* _Excerpted records_

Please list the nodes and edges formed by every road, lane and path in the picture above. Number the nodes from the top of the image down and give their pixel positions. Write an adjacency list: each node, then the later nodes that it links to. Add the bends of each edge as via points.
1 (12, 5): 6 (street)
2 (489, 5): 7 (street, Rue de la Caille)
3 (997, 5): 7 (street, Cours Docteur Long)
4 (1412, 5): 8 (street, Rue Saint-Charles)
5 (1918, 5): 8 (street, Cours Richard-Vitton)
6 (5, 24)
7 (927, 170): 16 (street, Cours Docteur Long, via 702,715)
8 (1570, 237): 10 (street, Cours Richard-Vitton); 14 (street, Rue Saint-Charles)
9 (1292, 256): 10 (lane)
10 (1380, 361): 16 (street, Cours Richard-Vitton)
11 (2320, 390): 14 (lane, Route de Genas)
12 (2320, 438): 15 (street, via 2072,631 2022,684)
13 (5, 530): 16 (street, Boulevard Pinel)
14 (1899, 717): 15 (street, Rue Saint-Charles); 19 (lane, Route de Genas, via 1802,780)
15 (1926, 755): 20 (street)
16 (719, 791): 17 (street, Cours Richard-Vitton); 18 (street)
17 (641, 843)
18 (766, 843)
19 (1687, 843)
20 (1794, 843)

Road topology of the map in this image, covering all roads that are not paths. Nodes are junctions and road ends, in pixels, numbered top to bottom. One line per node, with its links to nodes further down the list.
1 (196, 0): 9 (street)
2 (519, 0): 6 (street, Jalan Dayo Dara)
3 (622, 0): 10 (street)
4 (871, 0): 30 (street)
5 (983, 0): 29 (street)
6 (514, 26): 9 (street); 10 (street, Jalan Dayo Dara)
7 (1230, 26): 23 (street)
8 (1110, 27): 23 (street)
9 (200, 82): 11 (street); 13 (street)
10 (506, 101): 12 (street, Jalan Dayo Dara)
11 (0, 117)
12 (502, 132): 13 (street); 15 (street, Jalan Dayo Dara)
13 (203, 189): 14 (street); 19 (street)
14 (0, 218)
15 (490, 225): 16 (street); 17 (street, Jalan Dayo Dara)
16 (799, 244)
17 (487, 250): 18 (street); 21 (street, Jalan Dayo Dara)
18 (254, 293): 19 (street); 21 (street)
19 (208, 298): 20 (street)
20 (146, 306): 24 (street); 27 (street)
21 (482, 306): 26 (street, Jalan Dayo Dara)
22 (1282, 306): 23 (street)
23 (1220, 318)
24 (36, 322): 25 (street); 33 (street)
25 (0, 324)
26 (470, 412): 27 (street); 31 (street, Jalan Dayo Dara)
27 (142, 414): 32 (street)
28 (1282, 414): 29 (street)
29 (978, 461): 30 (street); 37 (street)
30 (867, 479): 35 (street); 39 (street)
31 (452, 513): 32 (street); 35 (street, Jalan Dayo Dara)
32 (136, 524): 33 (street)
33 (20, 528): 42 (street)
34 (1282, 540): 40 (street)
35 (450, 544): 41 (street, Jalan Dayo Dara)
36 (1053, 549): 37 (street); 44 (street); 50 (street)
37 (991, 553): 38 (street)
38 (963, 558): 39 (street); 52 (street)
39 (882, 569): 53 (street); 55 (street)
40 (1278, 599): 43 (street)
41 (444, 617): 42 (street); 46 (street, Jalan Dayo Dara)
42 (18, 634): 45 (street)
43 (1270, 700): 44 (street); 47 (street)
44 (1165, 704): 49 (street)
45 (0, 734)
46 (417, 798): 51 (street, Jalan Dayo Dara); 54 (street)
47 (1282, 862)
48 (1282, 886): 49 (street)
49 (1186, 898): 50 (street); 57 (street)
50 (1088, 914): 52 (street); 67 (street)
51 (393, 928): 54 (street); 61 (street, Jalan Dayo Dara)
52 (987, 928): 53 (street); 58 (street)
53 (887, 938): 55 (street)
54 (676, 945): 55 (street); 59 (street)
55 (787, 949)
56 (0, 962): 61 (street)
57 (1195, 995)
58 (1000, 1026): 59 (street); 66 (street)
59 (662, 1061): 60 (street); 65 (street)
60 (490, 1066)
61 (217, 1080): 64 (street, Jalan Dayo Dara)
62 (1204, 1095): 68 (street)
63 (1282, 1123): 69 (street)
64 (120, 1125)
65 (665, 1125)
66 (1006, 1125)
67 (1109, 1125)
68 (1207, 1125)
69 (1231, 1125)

* _Aim of the exercise_
Could you return the complete set of entries exactly?

* _Answer space_
Please list the nodes and edges formed by every road, lane and path in the picture above. Number the nodes from the top of the image down and give their pixel positions. Write an adjacency list: each node, then the later nodes that it links to. Add the bends of each edge as via points.
1 (12, 5): 6 (street)
2 (489, 5): 7 (street, Rue de la Caille)
3 (997, 5): 7 (street, Cours Docteur Long)
4 (1412, 5): 8 (street, Rue Saint-Charles)
5 (1918, 5): 8 (street, Cours Richard-Vitton)
6 (5, 24)
7 (927, 170): 16 (street, Cours Docteur Long, via 702,715)
8 (1570, 237): 10 (street, Cours Richard-Vitton); 14 (street, Rue Saint-Charles)
9 (1292, 256): 10 (lane)
10 (1380, 361): 16 (street, Cours Richard-Vitton)
11 (2320, 390): 14 (lane, Route de Genas)
12 (2320, 438): 15 (street, via 2072,631 2022,684)
13 (5, 530): 16 (street, Boulevard Pinel)
14 (1899, 717): 15 (street, Rue Saint-Charles); 19 (lane, Route de Genas, via 1802,780)
15 (1926, 755): 20 (street)
16 (719, 791): 17 (street, Cours Richard-Vitton); 18 (street)
17 (641, 843)
18 (766, 843)
19 (1687, 843)
20 (1794, 843)

Road topology of the map in this image, covering all roads that are not paths. Nodes are junctions and road ends, in pixels, numbered top to bottom. One line per node, with its links to nodes further down the list.
1 (196, 0): 9 (street)
2 (519, 0): 6 (street, Jalan Dayo Dara)
3 (622, 0): 10 (street)
4 (871, 0): 30 (street)
5 (983, 0): 29 (street)
6 (514, 26): 9 (street); 10 (street, Jalan Dayo Dara)
7 (1230, 26): 23 (street)
8 (1110, 27): 23 (street)
9 (200, 82): 11 (street); 13 (street)
10 (506, 101): 12 (street, Jalan Dayo Dara)
11 (0, 117)
12 (502, 132): 13 (street); 15 (street, Jalan Dayo Dara)
13 (203, 189): 14 (street); 19 (street)
14 (0, 218)
15 (490, 225): 16 (street); 17 (street, Jalan Dayo Dara)
16 (799, 244)
17 (487, 250): 18 (street); 21 (street, Jalan Dayo Dara)
18 (254, 293): 19 (street); 21 (street)
19 (208, 298): 20 (street)
20 (146, 306): 24 (street); 27 (street)
21 (482, 306): 26 (street, Jalan Dayo Dara)
22 (1282, 306): 23 (street)
23 (1220, 318)
24 (36, 322): 25 (street); 33 (street)
25 (0, 324)
26 (470, 412): 27 (street); 31 (street, Jalan Dayo Dara)
27 (142, 414): 32 (street)
28 (1282, 414): 29 (street)
29 (978, 461): 30 (street); 37 (street)
30 (867, 479): 35 (street); 39 (street)
31 (452, 513): 32 (street); 35 (street, Jalan Dayo Dara)
32 (136, 524): 33 (street)
33 (20, 528): 42 (street)
34 (1282, 540): 40 (street)
35 (450, 544): 41 (street, Jalan Dayo Dara)
36 (1053, 549): 37 (street); 44 (street); 50 (street)
37 (991, 553): 38 (street)
38 (963, 558): 39 (street); 52 (street)
39 (882, 569): 53 (street); 55 (street)
40 (1278, 599): 43 (street)
41 (444, 617): 42 (street); 46 (street, Jalan Dayo Dara)
42 (18, 634): 45 (street)
43 (1270, 700): 44 (street); 47 (street)
44 (1165, 704): 49 (street)
45 (0, 734)
46 (417, 798): 51 (street, Jalan Dayo Dara); 54 (street)
47 (1282, 862)
48 (1282, 886): 49 (street)
49 (1186, 898): 50 (street); 57 (street)
50 (1088, 914): 52 (street); 67 (street)
51 (393, 928): 54 (street); 61 (street, Jalan Dayo Dara)
52 (987, 928): 53 (street); 58 (street)
53 (887, 938): 55 (street)
54 (676, 945): 55 (street); 59 (street)
55 (787, 949)
56 (0, 962): 61 (street)
57 (1195, 995)
58 (1000, 1026): 59 (street); 66 (street)
59 (662, 1061): 60 (street); 65 (street)
60 (490, 1066)
61 (217, 1080): 64 (street, Jalan Dayo Dara)
62 (1204, 1095): 68 (street)
63 (1282, 1123): 69 (street)
64 (120, 1125)
65 (665, 1125)
66 (1006, 1125)
67 (1109, 1125)
68 (1207, 1125)
69 (1231, 1125)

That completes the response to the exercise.